---------- Data extract

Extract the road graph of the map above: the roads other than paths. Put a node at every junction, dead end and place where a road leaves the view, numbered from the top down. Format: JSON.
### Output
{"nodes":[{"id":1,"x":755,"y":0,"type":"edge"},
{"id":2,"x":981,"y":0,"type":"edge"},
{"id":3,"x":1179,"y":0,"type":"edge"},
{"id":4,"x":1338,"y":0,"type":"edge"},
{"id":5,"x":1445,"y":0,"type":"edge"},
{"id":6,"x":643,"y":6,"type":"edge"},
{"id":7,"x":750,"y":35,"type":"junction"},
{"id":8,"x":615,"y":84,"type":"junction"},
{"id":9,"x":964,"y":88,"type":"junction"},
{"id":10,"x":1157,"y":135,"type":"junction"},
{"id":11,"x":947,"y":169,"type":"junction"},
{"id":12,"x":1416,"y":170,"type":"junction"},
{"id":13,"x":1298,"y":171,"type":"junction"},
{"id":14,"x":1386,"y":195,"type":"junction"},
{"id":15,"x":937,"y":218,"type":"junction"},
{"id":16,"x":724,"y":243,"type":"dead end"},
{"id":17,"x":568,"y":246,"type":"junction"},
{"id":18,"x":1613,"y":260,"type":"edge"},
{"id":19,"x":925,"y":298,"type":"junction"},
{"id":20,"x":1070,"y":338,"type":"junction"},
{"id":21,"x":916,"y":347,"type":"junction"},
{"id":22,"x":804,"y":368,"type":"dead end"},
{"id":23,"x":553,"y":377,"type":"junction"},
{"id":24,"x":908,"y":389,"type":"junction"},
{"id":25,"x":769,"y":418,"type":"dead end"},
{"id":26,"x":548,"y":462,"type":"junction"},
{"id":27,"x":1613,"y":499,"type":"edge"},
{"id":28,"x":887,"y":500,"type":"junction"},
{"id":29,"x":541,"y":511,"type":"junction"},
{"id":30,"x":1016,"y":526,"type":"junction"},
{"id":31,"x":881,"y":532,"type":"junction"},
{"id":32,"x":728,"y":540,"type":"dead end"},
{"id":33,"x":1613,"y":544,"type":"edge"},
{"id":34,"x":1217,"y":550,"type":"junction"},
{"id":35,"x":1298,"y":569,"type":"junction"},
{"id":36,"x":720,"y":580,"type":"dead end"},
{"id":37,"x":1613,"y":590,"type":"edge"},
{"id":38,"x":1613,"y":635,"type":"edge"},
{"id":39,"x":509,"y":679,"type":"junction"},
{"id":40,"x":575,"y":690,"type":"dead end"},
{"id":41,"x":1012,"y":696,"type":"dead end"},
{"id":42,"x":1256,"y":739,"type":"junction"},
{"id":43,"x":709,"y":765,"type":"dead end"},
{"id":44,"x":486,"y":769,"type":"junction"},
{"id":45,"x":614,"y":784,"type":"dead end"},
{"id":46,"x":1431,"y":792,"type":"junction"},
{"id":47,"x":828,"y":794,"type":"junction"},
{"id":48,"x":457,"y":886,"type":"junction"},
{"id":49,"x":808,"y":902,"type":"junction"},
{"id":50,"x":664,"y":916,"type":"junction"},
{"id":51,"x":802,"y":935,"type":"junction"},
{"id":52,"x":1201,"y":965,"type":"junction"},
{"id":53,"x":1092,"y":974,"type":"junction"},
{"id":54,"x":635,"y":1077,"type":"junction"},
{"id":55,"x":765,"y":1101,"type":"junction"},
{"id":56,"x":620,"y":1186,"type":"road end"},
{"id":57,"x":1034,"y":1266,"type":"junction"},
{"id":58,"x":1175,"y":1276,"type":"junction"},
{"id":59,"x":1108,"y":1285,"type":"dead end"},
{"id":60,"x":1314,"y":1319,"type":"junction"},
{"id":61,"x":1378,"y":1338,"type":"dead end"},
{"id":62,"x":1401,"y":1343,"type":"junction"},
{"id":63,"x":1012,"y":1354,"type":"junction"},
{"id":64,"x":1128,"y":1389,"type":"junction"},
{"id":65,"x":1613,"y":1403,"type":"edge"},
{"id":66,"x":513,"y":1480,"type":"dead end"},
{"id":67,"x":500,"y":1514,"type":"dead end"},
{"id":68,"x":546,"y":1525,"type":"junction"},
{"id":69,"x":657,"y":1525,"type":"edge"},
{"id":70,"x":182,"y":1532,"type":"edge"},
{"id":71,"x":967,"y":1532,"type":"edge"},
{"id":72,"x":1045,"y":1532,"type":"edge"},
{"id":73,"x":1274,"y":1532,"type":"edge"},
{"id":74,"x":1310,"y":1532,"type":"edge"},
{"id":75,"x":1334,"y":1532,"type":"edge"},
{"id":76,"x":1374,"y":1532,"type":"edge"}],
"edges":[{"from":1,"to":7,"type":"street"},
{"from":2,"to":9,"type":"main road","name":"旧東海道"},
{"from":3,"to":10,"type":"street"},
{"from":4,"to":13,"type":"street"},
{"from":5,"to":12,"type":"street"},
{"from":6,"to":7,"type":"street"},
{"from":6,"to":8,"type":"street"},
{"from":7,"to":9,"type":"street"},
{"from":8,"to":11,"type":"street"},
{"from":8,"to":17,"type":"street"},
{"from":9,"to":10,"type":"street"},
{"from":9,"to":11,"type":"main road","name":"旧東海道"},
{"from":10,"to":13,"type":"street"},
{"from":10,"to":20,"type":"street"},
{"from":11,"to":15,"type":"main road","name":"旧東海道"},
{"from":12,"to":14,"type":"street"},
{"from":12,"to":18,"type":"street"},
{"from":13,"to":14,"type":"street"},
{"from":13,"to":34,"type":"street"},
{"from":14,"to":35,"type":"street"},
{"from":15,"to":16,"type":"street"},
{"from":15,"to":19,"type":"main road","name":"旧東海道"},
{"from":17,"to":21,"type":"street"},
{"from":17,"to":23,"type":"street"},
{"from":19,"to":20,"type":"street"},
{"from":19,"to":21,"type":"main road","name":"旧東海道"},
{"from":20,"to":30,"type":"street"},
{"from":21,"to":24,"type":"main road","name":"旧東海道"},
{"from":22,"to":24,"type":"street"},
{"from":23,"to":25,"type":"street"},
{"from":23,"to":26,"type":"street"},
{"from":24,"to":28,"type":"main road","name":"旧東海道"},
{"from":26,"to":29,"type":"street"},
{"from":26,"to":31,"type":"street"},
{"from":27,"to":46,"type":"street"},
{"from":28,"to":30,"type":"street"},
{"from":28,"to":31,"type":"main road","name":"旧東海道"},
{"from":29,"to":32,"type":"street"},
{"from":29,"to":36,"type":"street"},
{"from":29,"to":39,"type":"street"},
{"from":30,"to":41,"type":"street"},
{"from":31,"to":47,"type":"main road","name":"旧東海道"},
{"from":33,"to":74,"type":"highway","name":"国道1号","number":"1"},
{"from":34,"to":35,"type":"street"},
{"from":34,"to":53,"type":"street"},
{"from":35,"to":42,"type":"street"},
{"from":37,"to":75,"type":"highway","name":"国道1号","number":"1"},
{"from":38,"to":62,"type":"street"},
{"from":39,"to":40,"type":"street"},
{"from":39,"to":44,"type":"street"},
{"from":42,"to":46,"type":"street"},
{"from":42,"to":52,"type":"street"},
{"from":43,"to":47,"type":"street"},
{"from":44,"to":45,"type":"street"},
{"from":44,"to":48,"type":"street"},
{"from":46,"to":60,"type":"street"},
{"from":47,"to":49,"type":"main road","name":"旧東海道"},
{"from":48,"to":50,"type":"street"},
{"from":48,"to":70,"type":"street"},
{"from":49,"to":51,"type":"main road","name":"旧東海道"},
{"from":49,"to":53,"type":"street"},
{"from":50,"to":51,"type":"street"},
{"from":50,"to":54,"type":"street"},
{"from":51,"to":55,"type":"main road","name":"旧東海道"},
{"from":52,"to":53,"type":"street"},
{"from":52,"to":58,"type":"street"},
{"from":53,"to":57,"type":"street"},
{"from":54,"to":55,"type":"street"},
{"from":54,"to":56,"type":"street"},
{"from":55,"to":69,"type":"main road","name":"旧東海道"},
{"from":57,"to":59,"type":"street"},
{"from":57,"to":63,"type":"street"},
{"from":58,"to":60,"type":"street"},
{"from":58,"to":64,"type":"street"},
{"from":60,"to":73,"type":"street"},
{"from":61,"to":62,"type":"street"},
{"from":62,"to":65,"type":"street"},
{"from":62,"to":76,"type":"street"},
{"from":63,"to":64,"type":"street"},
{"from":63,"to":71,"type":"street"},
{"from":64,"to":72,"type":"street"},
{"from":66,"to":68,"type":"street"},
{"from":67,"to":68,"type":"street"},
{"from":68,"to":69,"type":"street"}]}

--------------------

## Exercise directions
Out of the entries, report each line that contains the word "highway".

## Answer for the task
{"from":33,"to":74,"type":"highway","name":"国道1号","number":"1"},
{"from":37,"to":75,"type":"highway","name":"国道1号","number":"1"},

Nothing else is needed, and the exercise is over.